DATA FOR PROCESSING.
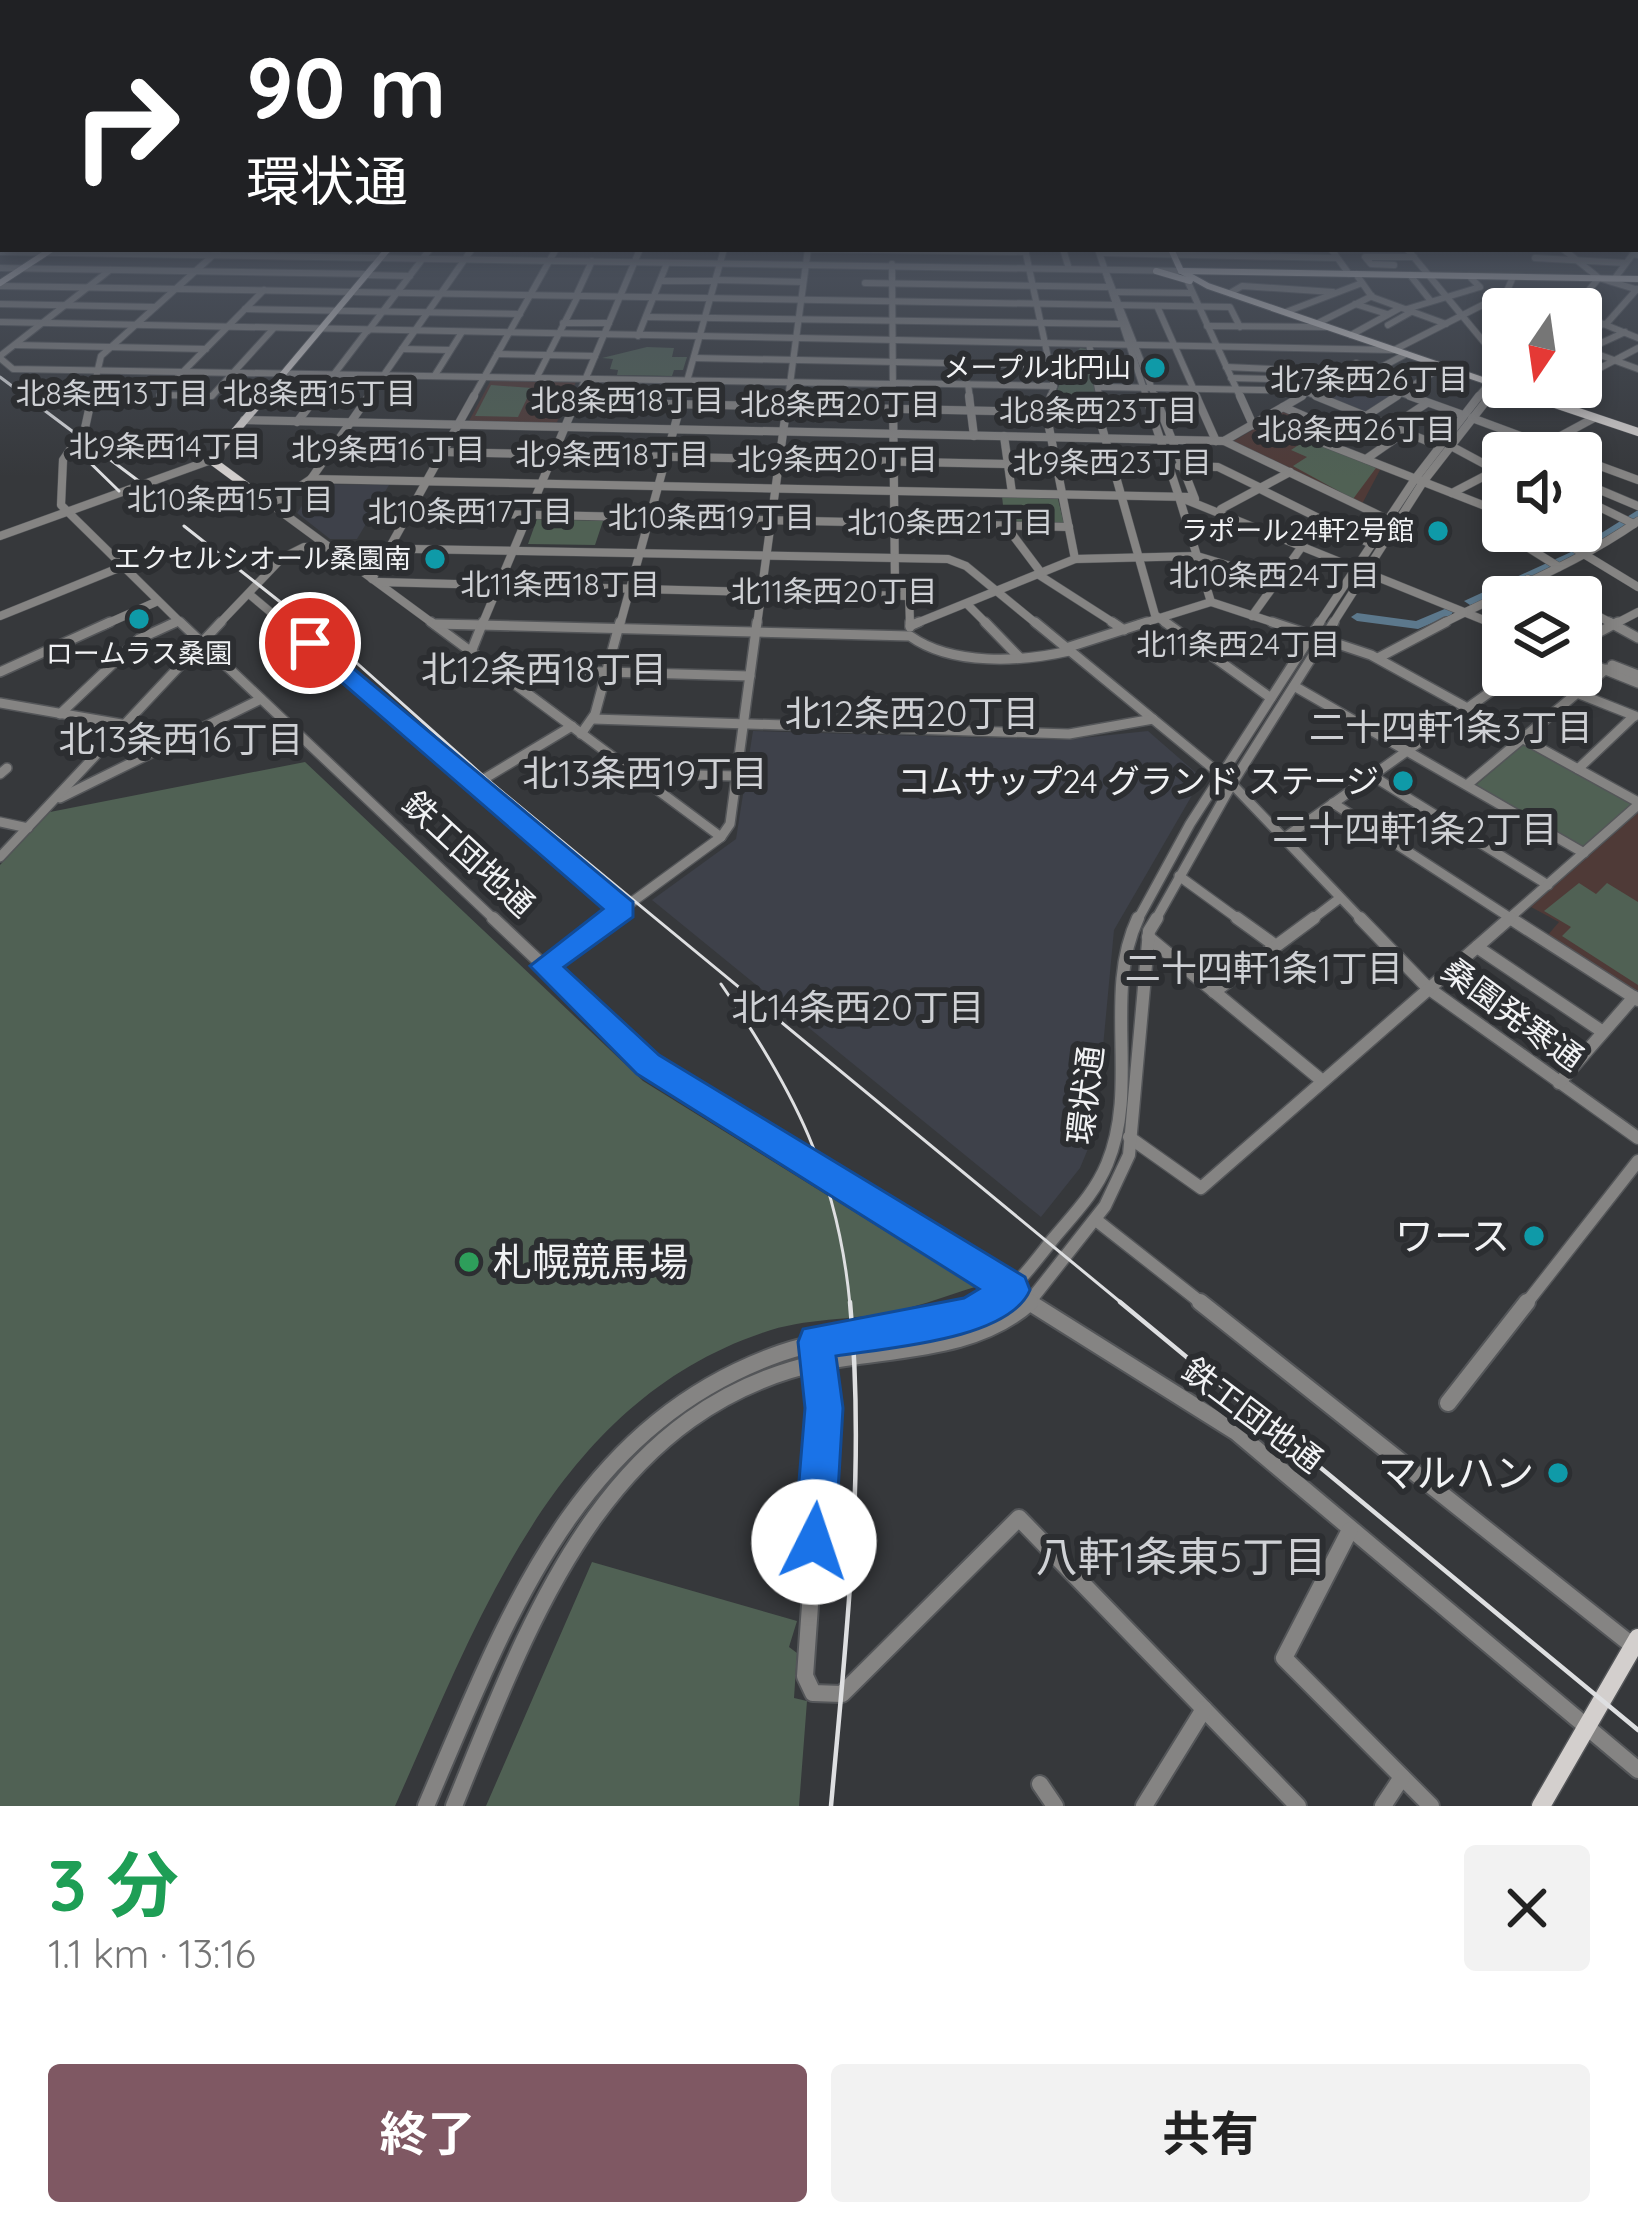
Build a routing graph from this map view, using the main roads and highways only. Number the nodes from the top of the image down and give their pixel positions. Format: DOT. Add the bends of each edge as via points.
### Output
graph roads {
  1 [pos="338,308"];
  2 [pos="1274,308"];
  3 [pos="1482,378"];
  4 [pos="1565,408"];
  5 [pos="1638,432"];
  6 [pos="272,505"];
  7 [pos="1633,1654"];
  8 [pos="1541,1806"];
  1 -- 6 [label="main road" via="211,460"];
  2 -- 3 [label="main road"];
  4 -- 5 [label="main road"];
  7 -- 8 [label="main road"];
}
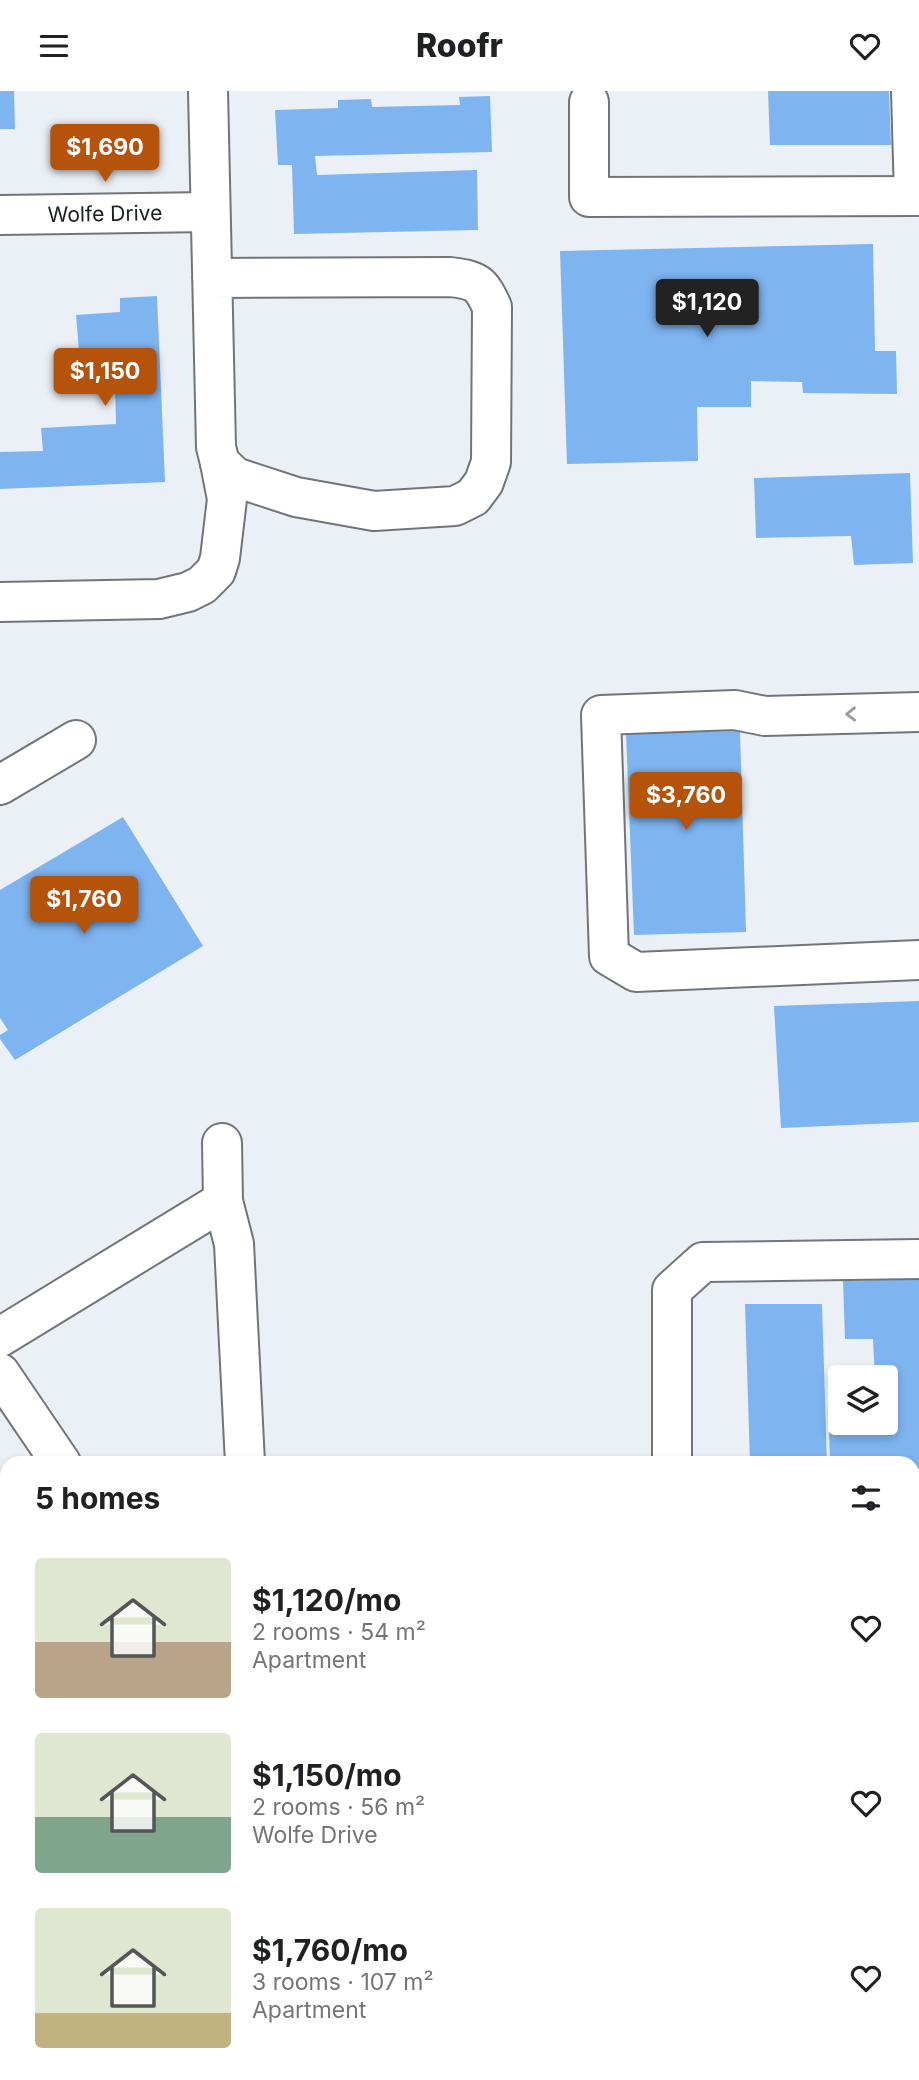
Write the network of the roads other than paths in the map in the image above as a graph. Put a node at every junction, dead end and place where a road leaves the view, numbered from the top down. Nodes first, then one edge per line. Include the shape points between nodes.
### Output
1 (208, 91) edge
2 (911, 91) edge
3 (589, 102) dead end
4 (916, 196) edge
5 (211, 212) junction
6 (0, 215) edge
7 (212, 278) junction
8 (220, 463) junction
9 (0, 602) edge
10 (919, 712) edge
11 (75, 740) dead end
12 (0, 785) edge
13 (919, 960) edge
14 (222, 1143) dead end
15 (223, 1201) junction
16 (919, 1259) edge
17 (0, 1337) edge
18 (0, 1373) edge
19 (56, 1456) edge
20 (245, 1456) edge
21 (672, 1456) edge

1 - 5 street
2 - 4 street
3 - 4 street via 589,197
5 - 6 street, Wolfe Drive
5 - 7 street
7 - 8 street
7 - 8 street via 470,279 483,287 492,307 491,462 472,497 455,506 374,511 296,497 235,477
8 - 9 street via 227,499 220,558 216,571 202,585 159,600
10 -> 13 street via 765,716 735,710 601,715 609,956 636,972
11 - 12 street
14 - 15 street
15 - 17 street
15 - 20 street via 234,1244
16 - 21 street via 703,1262 673,1290
18 - 19 street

TASK DETAILS.
Lines above that contain the string "nodes" make up the answer.

SOLUTION FOR THIS TASK.
Build a routing graph from this map view, using the main roads and highways only. Number the nodes from the top of the image down and give their pixel positions. Format: DOT. Add the bends of each edge as via points.
Write the network of the roads other than paths in the map in the image above as a graph. Put a node at every junction, dead end and place where a road leaves the view, numbered from the top down. Nodes first, then one edge per line. Include the shape points between nodes.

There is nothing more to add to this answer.